If a site doesn't degrade gracefully, it's badly designed.
(S/N does this as h4; much more intelligent.)
...and the fact that threading on Pipedot comment pages isn't obvious to me just makes them another beta.
-- gewg_
(Score: 0) by Anonymous Coward on Sunday September 21 2014, @11:42AM
And for that, we'll have to distance ourselves a little bit from this systemd debate. As I understand it will remain possible to run debian for a few years to come without systemd, and in this time things will crystallize out. It will turn out to be a fiasco, or not. Like with Pulseaudio - in the beginning it was utter shite and I routinely uninstalled it. But some years later it's actually pretty cool and usable.
Time will tell, and we should celebrate the fact that everyone can fork anything, and in the end the best solution will prevail.
(Score: 1, Interesting) by Anonymous Coward on Sunday September 21 2014, @01:54PM
Time will tell, and we should celebrate the fact that everyone can fork anything, and in the end the best solution will prevail.
Correction: Time will tell us what Linux's corporate overlords think is the best solution...for them. Now that Linux is mainstream, I wouldn't expect the same kind of excitement and optimism in the community that we saw 20 years ago. That excitement is dead. It's the new Microsoft (which pains me to say, believe me).
The ranting lunatic above (whose name I won't repeat here) is representative of the systemd crowd. Their demeanour and personality is carefully calculated to create maximum shock impact in discussion forums. They show up, insult people, use profanity, and generally cow everyone into submission.
That's what we're used to, and should expect out of the systemd proponents: get used to it.
(Score: 0) by Anonymous Coward on Monday September 22 2014, @03:11AM
I think you're right. Those kinds of people have trashed Firefox, they've trashed GNOME, and now they're trashing the goddamn init system. Everything those kind of people touch turns to utter shit.
(Score: 0) by Anonymous Coward on Sunday September 21 2014, @03:27PM
Nah, pulseaudio it's still shite
(Score: 2) by cykros on Sunday September 21 2014, @08:57PM
Err, it's still possible to run Debian with systems other than sysvinit or systemd. BSD init, while not common, doesn't really have anything about it stopping you from throwing it on.
I'd still argue that including pulseaudio by default is a poor choice. Giving a distro geared at new users a sound system with more complexity added on top of the already complex enough (with the messiest documentation around) ALSA all too often runs into "I got my system installed, but sound doesn't work, and argh, this is frustrating...screw it, I'm reinstalling Windows 8." While pulseaudio does have real advantages, it's unnecessary to have a base functioning system up and running that is fine for most people. If you have a single soundcard, and an asoundrc included to set up dmix by default, chances are, pulse is unnecessary for you (and will actively get in the way of things like Flash, wine, or certain other applications unless you get into some crazy asoundrc sorcery...good luck wading through the documentation).

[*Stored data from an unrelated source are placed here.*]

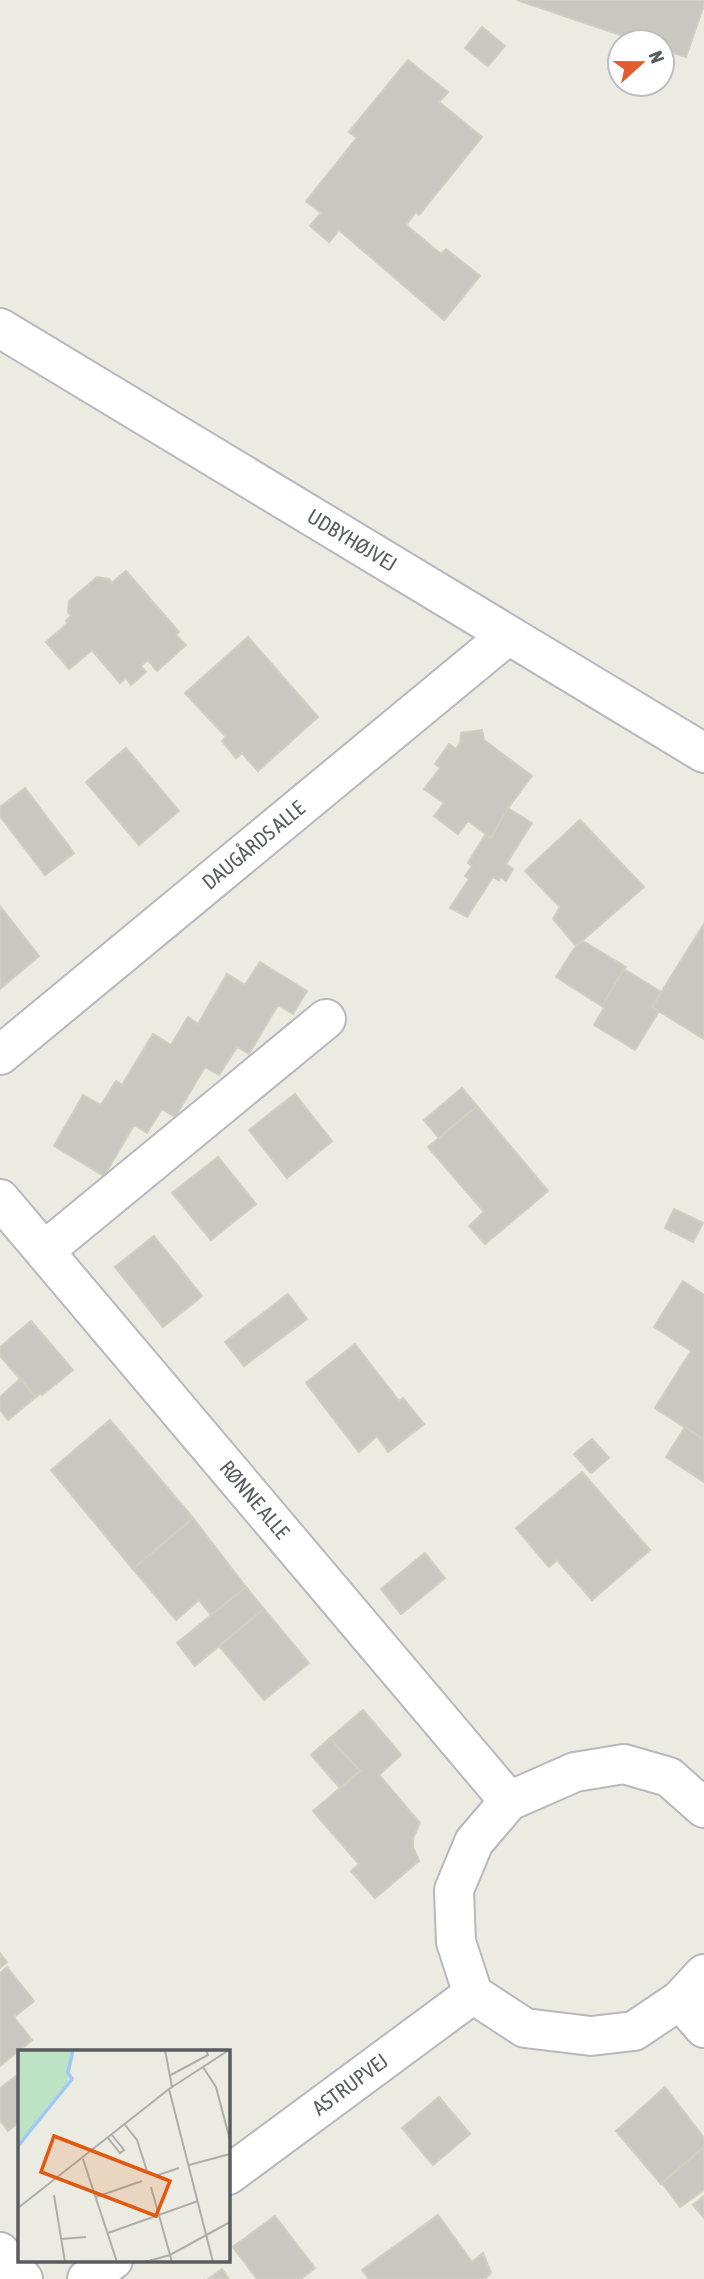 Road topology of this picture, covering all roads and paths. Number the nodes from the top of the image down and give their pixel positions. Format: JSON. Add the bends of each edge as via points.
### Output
{"nodes":[{"id":1,"x":0,"y":328,"type":"edge"},
{"id":2,"x":507,"y":636,"type":"junction"},
{"id":3,"x":704,"y":753,"type":"edge"},
{"id":4,"x":326,"y":1020,"type":"dead end"},
{"id":5,"x":0,"y":1055,"type":"edge"},
{"id":6,"x":0,"y":1199,"type":"edge"},
{"id":7,"x":44,"y":1251,"type":"junction"},
{"id":8,"x":509,"y":1801,"type":"junction"},
{"id":9,"x":704,"y":1808,"type":"edge"},
{"id":10,"x":473,"y":1994,"type":"junction"},
{"id":11,"x":696,"y":2000,"type":"edge"},
{"id":12,"x":229,"y":2174,"type":"edge"},
{"id":13,"x":0,"y":2252,"type":"edge"},
{"id":14,"x":110,"y":2262,"type":"edge"},
{"id":15,"x":23,"y":2279,"type":"edge"},
{"id":16,"x":87,"y":2279,"type":"edge"}],
"edges":[{"from":1,"to":2,"type":"street","name":"UDBYHØJVEJ"},
{"from":2,"to":3,"type":"street","name":"UDBYHØJVEJ"},
{"from":2,"to":5,"type":"street","name":"DAUGÅRDS ALLE"},
{"from":4,"to":7,"type":"street"},
{"from":6,"to":7,"type":"street","name":"RØNNE ALLE"},
{"from":7,"to":8,"type":"street","name":"RØNNE ALLE"},
{"from":8,"to":9,"type":"street","via":[[575,1772],[624,1765],[669,1777]]},
{"from":8,"to":10,"type":"street","via":[[474,1842],[454,1890],[456,1942]]},
{"from":10,"to":11,"type":"street","via":[[525,2028],[591,2036],[634,2031]]},
{"from":10,"to":12,"type":"street","name":"ASTRUPVEJ"},
{"from":13,"to":15,"type":"street"},
{"from":14,"to":16,"type":"street"}]}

At least when pulseaudio is installed by choice, at the time of that choice, information can be passed along to the user as to what considerations they may have when it comes to configuration. Including it by default continues the impression that "Linux in general is difficult and complicated and is best left to nerds". If that's the goal, then I'd say pulse is great for achieving it...other than the fact that it's often the nerds who have avoided using it altogether, and the noobs being stuck with it and only each other to ask for support. A clusterfuck if ever there was one.